Collected data
*** Begin section ***

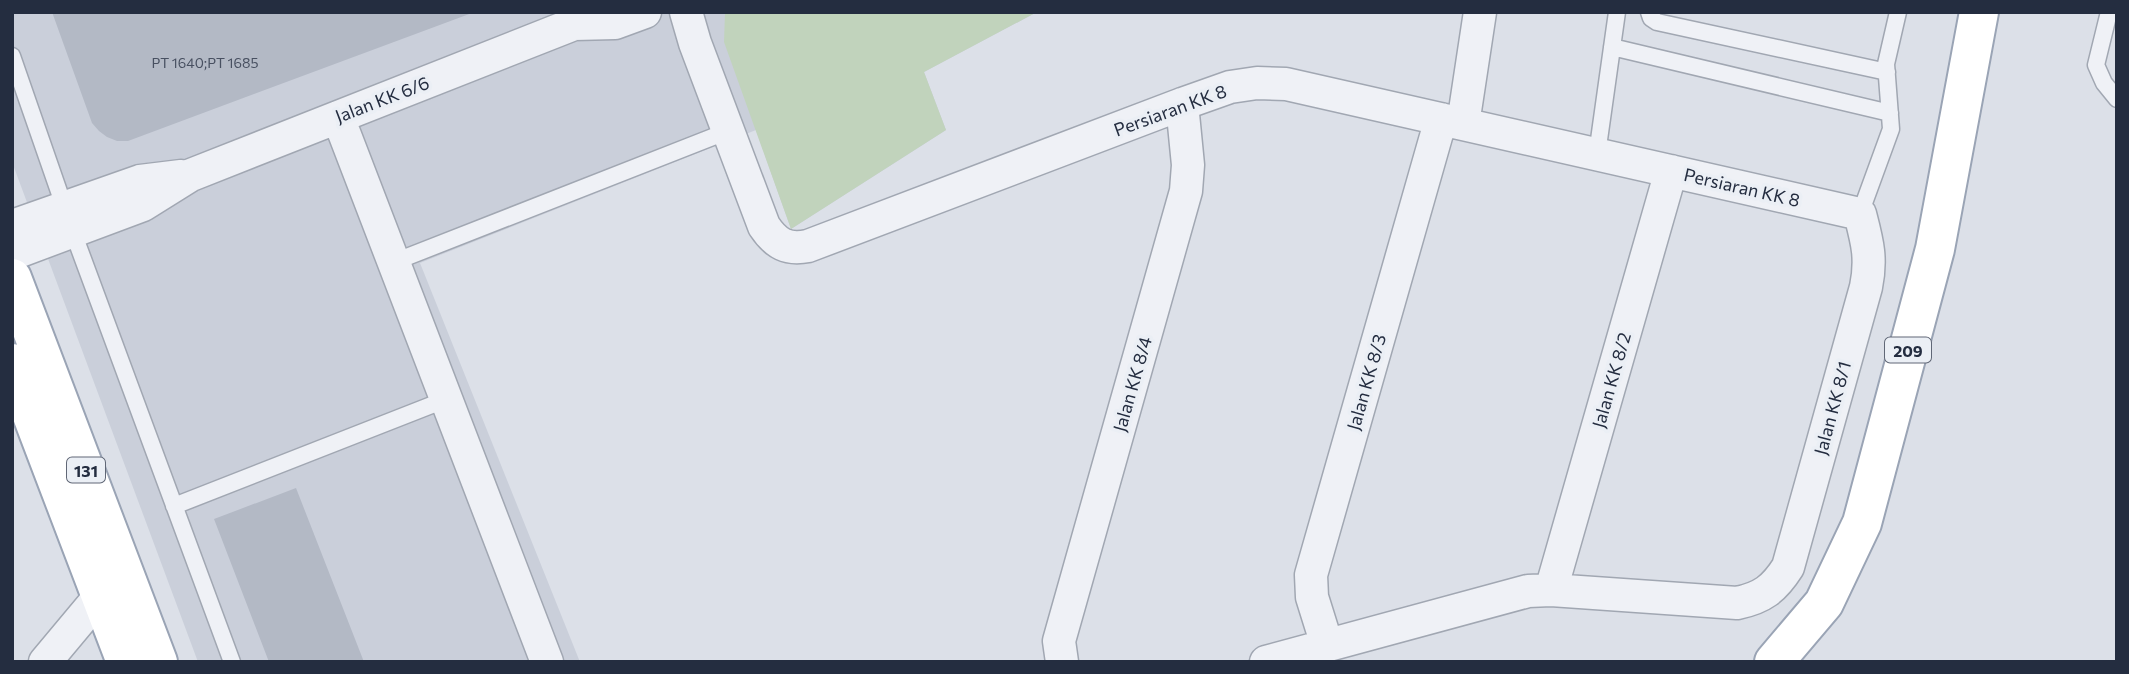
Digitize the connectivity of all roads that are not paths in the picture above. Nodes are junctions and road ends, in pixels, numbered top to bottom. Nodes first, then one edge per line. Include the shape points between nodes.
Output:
1 (645, 12) edge
2 (687, 12) edge
3 (1480, 12) edge
4 (1617, 12) edge
5 (1649, 12) edge
6 (1898, 12) edge
7 (1979, 12) edge
8 (2109, 12) edge
9 (582, 18) edge
10 (1612, 47) junction
11 (12, 55) edge
12 (1887, 72) junction
13 (2117, 99) edge
14 (1182, 104) junction
15 (1891, 113) junction
16 (338, 117) junction
17 (1452, 122) junction
18 (728, 131) junction
19 (1597, 154) junction
20 (1671, 171) junction
21 (1860, 214) junction
22 (68, 220) junction
23 (12, 226) edge
24 (12, 254) edge
25 (394, 262) junction
26 (12, 278) edge
27 (12, 363) edge
28 (447, 399) junction
29 (174, 506) junction
30 (1551, 590) junction
31 (101, 595) junction
32 (1326, 645) junction
33 (45, 662) edge
34 (126, 662) edge
35 (158, 662) edge
36 (232, 662) edge
37 (547, 662) edge
38 (1062, 662) edge
39 (1266, 662) edge
40 (1774, 662) edge

1 - 9 street, Jalan KK 6/6 via 615,23
2 - 18 street, Persiaran KK 8
3 - 17 street, Jalan KK 8/3
4 - 10 lane
5 - 12 lane via 1657,22
6 - 12 lane
7 - 40 main road, 209 via 1935,249 1862,523 1824,603
8 - 13 lane via 2096,65
9 - 16 street, Jalan KK 6/6
10 - 15 lane
10 - 19 lane
11 - 22 lane
12 - 15 lane
14 - 17 street, Persiaran KK 8 via 1230,87 1286,84
14 - 18 street, Persiaran KK 8 via 795,248 782,246 764,226
14 - 38 street, Jalan KK 8/4 via 1186,191 1059,641
15 - 21 lane via 1891,129
16 - 22 street, Jalan KK 6/6 via 191,174 140,181
16 - 25 street
17 - 19 street, Persiaran KK 8
17 - 32 street, Jalan KK 8/3 via 1311,575 1312,597
18 - 25 lane
19 - 20 street, Persiaran KK 8
20 - 21 street, Persiaran KK 8
20 - 30 street, Jalan KK 8/2
21 - 30 street, Jalan KK 8/1 via 1870,250 1870,270 1788,568 1778,583 1764,594 1737,603
22 - 23 street, Jalan KK 6/6
22 - 24 street, Jalan KK 6/6
22 - 29 lane
25 - 28 street
26 - 35 main road, 131
27 - 31 main road, 131
28 - 29 lane
28 - 37 street
29 - 36 lane
30 - 32 street via 1507,596
31 - 33 street
31 - 34 main road, 131
32 - 39 street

*** End section ***

- What is being asked:
Your answer should consist of every line from the entries that holds "main".

- Output for this exercise:
7 - 40 main road, 209 via 1935,249 1862,523 1824,603
26 - 35 main road, 131
27 - 31 main road, 131
31 - 34 main road, 131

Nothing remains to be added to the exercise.